No que me toca, da minha miserável condição de ser humano que nunca poderá evitar a "marcha do mundo", não me calarei e não prescindirei da denúncia dos vícios modernistas, que se infiltram ininterruptamente e subrepticiamente na doutrina católica.
Os católicos "modernistas", não se dão conta que, de facto, são meros instrumentos nesta marcha inexorável em direcção à dissolução do temporal. Lêem, entusiasmados, um Teilhard de Chardin (criador da excentricidade do "deus evolutor"), com o fascínio com que deveriam ler um São Tomás de Aquino!
O que quererá isto dizer sobre o catolicismo moderno, e sobre o destino que muitos lhe querem imprimir?

sexta-feira, 1 de julho de 2005

Instrução sobre o Exorcismo

SAGRADA CONGREGAÇÃO PARA A DOUTRINA DA FÉ

INSTRUÇÃO SOBRE O EXORCISMO

24 de Setembro de 1985

Excelentíssimo Senhor,

Há alguns anos, certos grupos eclesiais multiplicam reuniões para orar no intuito de obter a libertação do influxo dos demônios, embora não se trate de exorcismo propriamente dito. Tais reuniões são efetuadas sob a direção de leigos, mesmo quando está presente um sacerdote.

Visto que a Congregação para a Doutrina da Fé foi interrogada a respeito do que pensar diante de tais fatos, este Dicastério julga necessário transmitir a todos os Ordinários a seguinte resposta:

1. O cânon 1172 do Código de Direito Canônico declara que a ninguém é lícito proferir exorcismo sobre pessoas possessas, a não ser que o Ordinário do lugar tenha concedido peculiar e explícita licença para tanto (1º). Determina também que esta licença só pode ser concedida pelo Ordinário do lugar a um presbítero dotado de piedade, sabedoria, prudência e integridade de vida (2º). Por conseguinte, os srs. Bispos são convidados a urgir a observância de tais preceitos.

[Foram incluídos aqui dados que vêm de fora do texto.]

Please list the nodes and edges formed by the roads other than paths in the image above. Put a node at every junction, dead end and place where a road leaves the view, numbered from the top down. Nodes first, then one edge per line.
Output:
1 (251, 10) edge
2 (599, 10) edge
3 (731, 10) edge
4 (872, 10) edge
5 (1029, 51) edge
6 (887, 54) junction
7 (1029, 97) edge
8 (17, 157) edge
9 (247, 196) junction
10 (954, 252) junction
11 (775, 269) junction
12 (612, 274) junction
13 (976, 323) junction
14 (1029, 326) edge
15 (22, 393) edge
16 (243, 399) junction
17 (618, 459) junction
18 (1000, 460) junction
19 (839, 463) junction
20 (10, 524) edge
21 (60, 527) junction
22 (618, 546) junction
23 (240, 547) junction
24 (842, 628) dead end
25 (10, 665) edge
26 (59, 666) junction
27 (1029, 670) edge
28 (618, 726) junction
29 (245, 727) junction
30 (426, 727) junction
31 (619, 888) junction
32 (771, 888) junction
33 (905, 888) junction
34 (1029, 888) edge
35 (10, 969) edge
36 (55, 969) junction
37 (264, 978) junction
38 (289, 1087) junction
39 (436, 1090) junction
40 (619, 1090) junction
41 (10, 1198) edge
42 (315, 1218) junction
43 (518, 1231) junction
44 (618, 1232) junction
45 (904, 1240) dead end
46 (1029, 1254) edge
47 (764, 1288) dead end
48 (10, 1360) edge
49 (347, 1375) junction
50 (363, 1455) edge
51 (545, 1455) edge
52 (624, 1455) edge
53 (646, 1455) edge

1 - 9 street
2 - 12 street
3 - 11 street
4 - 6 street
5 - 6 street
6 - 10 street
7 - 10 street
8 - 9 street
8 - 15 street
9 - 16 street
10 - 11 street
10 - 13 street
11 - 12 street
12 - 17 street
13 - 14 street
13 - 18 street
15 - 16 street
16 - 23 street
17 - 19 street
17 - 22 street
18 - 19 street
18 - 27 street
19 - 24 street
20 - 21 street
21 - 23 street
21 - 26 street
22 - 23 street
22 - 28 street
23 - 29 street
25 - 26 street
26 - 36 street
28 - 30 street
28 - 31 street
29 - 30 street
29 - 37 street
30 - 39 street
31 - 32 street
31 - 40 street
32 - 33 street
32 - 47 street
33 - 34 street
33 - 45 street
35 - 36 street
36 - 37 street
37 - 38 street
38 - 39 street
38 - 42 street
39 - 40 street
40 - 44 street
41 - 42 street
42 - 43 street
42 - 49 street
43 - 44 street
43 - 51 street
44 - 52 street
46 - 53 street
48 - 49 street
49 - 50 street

2. Destas prescrições, segue-se que não é lícito aos fiéis cristãos utilizar a fórmula de exorcismo contra Satanás e os anjos apóstatas, contida no Rito que foi publicado por ordem do Sumo Pontífice Leão XIII; muito menos lhes é lícito aplicar o texto inteiro deste exorcismo. Os srs. Bispos tratem de admoestar os fiéis a propósito, desde que haja necessidade.

3. Por fim, pelas mesmas razões, os srs. Bispos são solicitados a que vigiem para que - mesmo nos casos que pareçam revelar algum influxo do diabo, com exclusão da autêntica possessão diabólica - pessoas não devidamente autorizadas não orientem reuniões nas quais se façam orações para obter a expulsão do demônio, orações que diretamente interpelem os demônios ou manifestem o anseio de conhecer a identidade dos mesmos.

A formulação destas normas de modo nenhum deve dissuadir os fiéis de rezar para que, como Jesus nos ensinou, sejam livres do mal (cf. Mt 6,13). Além disso, os Pastores poderão valer-se desta oportunidade para lembrar o que a Tradição da Igreja ensina a rrespeito da função própria dos Sacramentos e a propósito da intercessão da Bem-Aventurada Virgem Maria, dos Anjos e dos Santos na luta espiritual dos cristãos contra os espíritos malignos.

Aproveito o ensejo para exprimir a Vossa Excelência meus sentimentos de estima, enquanto lhe fico sendo dedicado no Senhor.

Joseph Card. Ratzinger
Prefeito


Retirado de Instrução sobre o Exorcismo - Sagrada Congregação para a Doutrina da Fé, do site oficial do Vaticano.

Posto isto, com um texto tão claro como este, como é possível que tantos católicos ainda considerem que a existência do Diabo e dos demónios é matéria opcional de fé?
E como é possível que tantos católicos não entendam a necessidade do rito de exorcismo, mesmo que ele apenas tenha que ser usado raríssimas vezes?